··· RECORDS FOR THE EXERCISE

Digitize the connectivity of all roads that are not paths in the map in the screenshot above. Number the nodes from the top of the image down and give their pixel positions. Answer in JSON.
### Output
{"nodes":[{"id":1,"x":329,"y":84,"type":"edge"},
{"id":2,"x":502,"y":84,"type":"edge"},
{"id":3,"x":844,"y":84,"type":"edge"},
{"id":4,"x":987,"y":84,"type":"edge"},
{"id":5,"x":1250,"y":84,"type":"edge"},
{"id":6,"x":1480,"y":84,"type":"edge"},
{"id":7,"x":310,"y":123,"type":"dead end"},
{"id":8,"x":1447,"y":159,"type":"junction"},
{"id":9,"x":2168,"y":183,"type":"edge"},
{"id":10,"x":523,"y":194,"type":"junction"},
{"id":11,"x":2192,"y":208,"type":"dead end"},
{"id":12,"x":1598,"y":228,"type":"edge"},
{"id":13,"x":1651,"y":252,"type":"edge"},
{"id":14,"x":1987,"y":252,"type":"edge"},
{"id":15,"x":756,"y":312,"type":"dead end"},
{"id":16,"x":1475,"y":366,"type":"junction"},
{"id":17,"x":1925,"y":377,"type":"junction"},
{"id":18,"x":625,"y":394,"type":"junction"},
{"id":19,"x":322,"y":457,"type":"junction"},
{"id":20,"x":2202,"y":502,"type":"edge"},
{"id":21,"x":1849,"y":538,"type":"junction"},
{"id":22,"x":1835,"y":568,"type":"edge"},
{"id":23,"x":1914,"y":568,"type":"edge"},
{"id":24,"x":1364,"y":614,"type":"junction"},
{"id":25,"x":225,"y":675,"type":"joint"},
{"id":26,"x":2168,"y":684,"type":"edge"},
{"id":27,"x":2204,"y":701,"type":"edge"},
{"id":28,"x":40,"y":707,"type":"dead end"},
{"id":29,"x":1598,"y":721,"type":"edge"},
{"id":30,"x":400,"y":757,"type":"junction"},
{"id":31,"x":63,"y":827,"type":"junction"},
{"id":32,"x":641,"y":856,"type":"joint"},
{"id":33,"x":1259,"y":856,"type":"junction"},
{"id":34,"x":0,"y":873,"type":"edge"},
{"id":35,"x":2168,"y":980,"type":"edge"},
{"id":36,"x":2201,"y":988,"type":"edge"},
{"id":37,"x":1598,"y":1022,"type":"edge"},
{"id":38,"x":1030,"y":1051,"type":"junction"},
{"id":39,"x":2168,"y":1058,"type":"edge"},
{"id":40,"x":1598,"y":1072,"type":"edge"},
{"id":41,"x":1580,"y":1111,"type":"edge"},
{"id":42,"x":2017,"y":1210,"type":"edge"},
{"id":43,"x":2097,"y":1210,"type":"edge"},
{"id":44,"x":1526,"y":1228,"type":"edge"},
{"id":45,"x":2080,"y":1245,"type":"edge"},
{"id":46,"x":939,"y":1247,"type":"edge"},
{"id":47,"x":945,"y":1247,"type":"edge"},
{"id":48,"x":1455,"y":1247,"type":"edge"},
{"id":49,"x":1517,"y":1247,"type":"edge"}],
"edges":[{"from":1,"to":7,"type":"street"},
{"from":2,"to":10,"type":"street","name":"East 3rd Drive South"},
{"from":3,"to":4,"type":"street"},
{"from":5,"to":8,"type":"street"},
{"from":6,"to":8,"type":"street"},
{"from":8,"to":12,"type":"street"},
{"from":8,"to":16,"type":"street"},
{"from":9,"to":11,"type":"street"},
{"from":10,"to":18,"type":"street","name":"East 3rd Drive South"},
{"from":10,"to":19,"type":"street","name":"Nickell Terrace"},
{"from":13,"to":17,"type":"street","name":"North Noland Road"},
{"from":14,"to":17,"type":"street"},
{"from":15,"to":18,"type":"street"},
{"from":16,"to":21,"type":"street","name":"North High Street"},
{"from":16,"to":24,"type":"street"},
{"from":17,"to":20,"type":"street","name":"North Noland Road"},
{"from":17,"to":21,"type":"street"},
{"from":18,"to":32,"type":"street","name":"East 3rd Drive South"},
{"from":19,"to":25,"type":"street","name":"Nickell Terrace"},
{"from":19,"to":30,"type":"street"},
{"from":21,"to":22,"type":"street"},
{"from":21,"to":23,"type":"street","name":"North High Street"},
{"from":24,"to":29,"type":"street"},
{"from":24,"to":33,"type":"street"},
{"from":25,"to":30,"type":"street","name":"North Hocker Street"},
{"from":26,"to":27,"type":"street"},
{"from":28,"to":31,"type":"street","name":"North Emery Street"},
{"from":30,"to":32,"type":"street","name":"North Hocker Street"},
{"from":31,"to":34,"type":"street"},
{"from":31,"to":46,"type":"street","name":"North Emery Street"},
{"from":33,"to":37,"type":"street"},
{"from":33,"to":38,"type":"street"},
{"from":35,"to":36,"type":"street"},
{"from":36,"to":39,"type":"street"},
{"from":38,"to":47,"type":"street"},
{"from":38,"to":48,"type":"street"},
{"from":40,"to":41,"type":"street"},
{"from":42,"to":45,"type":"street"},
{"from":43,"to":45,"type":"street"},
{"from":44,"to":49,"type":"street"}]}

······

WORK ORDER
Reproduce the full block of data exactly, omitting nothing.

ANSWER TO THE EXERCISE
Digitize the connectivity of all roads that are not paths in the map in the screenshot above. Number the nodes from the top of the image down and give their pixel positions. Answer in JSON.
### Output
{"nodes":[{"id":1,"x":329,"y":84,"type":"edge"},
{"id":2,"x":502,"y":84,"type":"edge"},
{"id":3,"x":844,"y":84,"type":"edge"},
{"id":4,"x":987,"y":84,"type":"edge"},
{"id":5,"x":1250,"y":84,"type":"edge"},
{"id":6,"x":1480,"y":84,"type":"edge"},
{"id":7,"x":310,"y":123,"type":"dead end"},
{"id":8,"x":1447,"y":159,"type":"junction"},
{"id":9,"x":2168,"y":183,"type":"edge"},
{"id":10,"x":523,"y":194,"type":"junction"},
{"id":11,"x":2192,"y":208,"type":"dead end"},
{"id":12,"x":1598,"y":228,"type":"edge"},
{"id":13,"x":1651,"y":252,"type":"edge"},
{"id":14,"x":1987,"y":252,"type":"edge"},
{"id":15,"x":756,"y":312,"type":"dead end"},
{"id":16,"x":1475,"y":366,"type":"junction"},
{"id":17,"x":1925,"y":377,"type":"junction"},
{"id":18,"x":625,"y":394,"type":"junction"},
{"id":19,"x":322,"y":457,"type":"junction"},
{"id":20,"x":2202,"y":502,"type":"edge"},
{"id":21,"x":1849,"y":538,"type":"junction"},
{"id":22,"x":1835,"y":568,"type":"edge"},
{"id":23,"x":1914,"y":568,"type":"edge"},
{"id":24,"x":1364,"y":614,"type":"junction"},
{"id":25,"x":225,"y":675,"type":"joint"},
{"id":26,"x":2168,"y":684,"type":"edge"},
{"id":27,"x":2204,"y":701,"type":"edge"},
{"id":28,"x":40,"y":707,"type":"dead end"},
{"id":29,"x":1598,"y":721,"type":"edge"},
{"id":30,"x":400,"y":757,"type":"junction"},
{"id":31,"x":63,"y":827,"type":"junction"},
{"id":32,"x":641,"y":856,"type":"joint"},
{"id":33,"x":1259,"y":856,"type":"junction"},
{"id":34,"x":0,"y":873,"type":"edge"},
{"id":35,"x":2168,"y":980,"type":"edge"},
{"id":36,"x":2201,"y":988,"type":"edge"},
{"id":37,"x":1598,"y":1022,"type":"edge"},
{"id":38,"x":1030,"y":1051,"type":"junction"},
{"id":39,"x":2168,"y":1058,"type":"edge"},
{"id":40,"x":1598,"y":1072,"type":"edge"},
{"id":41,"x":1580,"y":1111,"type":"edge"},
{"id":42,"x":2017,"y":1210,"type":"edge"},
{"id":43,"x":2097,"y":1210,"type":"edge"},
{"id":44,"x":1526,"y":1228,"type":"edge"},
{"id":45,"x":2080,"y":1245,"type":"edge"},
{"id":46,"x":939,"y":1247,"type":"edge"},
{"id":47,"x":945,"y":1247,"type":"edge"},
{"id":48,"x":1455,"y":1247,"type":"edge"},
{"id":49,"x":1517,"y":1247,"type":"edge"}],
"edges":[{"from":1,"to":7,"type":"street"},
{"from":2,"to":10,"type":"street","name":"East 3rd Drive South"},
{"from":3,"to":4,"type":"street"},
{"from":5,"to":8,"type":"street"},
{"from":6,"to":8,"type":"street"},
{"from":8,"to":12,"type":"street"},
{"from":8,"to":16,"type":"street"},
{"from":9,"to":11,"type":"street"},
{"from":10,"to":18,"type":"street","name":"East 3rd Drive South"},
{"from":10,"to":19,"type":"street","name":"Nickell Terrace"},
{"from":13,"to":17,"type":"street","name":"North Noland Road"},
{"from":14,"to":17,"type":"street"},
{"from":15,"to":18,"type":"street"},
{"from":16,"to":21,"type":"street","name":"North High Street"},
{"from":16,"to":24,"type":"street"},
{"from":17,"to":20,"type":"street","name":"North Noland Road"},
{"from":17,"to":21,"type":"street"},
{"from":18,"to":32,"type":"street","name":"East 3rd Drive South"},
{"from":19,"to":25,"type":"street","name":"Nickell Terrace"},
{"from":19,"to":30,"type":"street"},
{"from":21,"to":22,"type":"street"},
{"from":21,"to":23,"type":"street","name":"North High Street"},
{"from":24,"to":29,"type":"street"},
{"from":24,"to":33,"type":"street"},
{"from":25,"to":30,"type":"street","name":"North Hocker Street"},
{"from":26,"to":27,"type":"street"},
{"from":28,"to":31,"type":"street","name":"North Emery Street"},
{"from":30,"to":32,"type":"street","name":"North Hocker Street"},
{"from":31,"to":34,"type":"street"},
{"from":31,"to":46,"type":"street","name":"North Emery Street"},
{"from":33,"to":37,"type":"street"},
{"from":33,"to":38,"type":"street"},
{"from":35,"to":36,"type":"street"},
{"from":36,"to":39,"type":"street"},
{"from":38,"to":47,"type":"street"},
{"from":38,"to":48,"type":"street"},
{"from":40,"to":41,"type":"street"},
{"from":42,"to":45,"type":"street"},
{"from":43,"to":45,"type":"street"},
{"from":44,"to":49,"type":"street"}]}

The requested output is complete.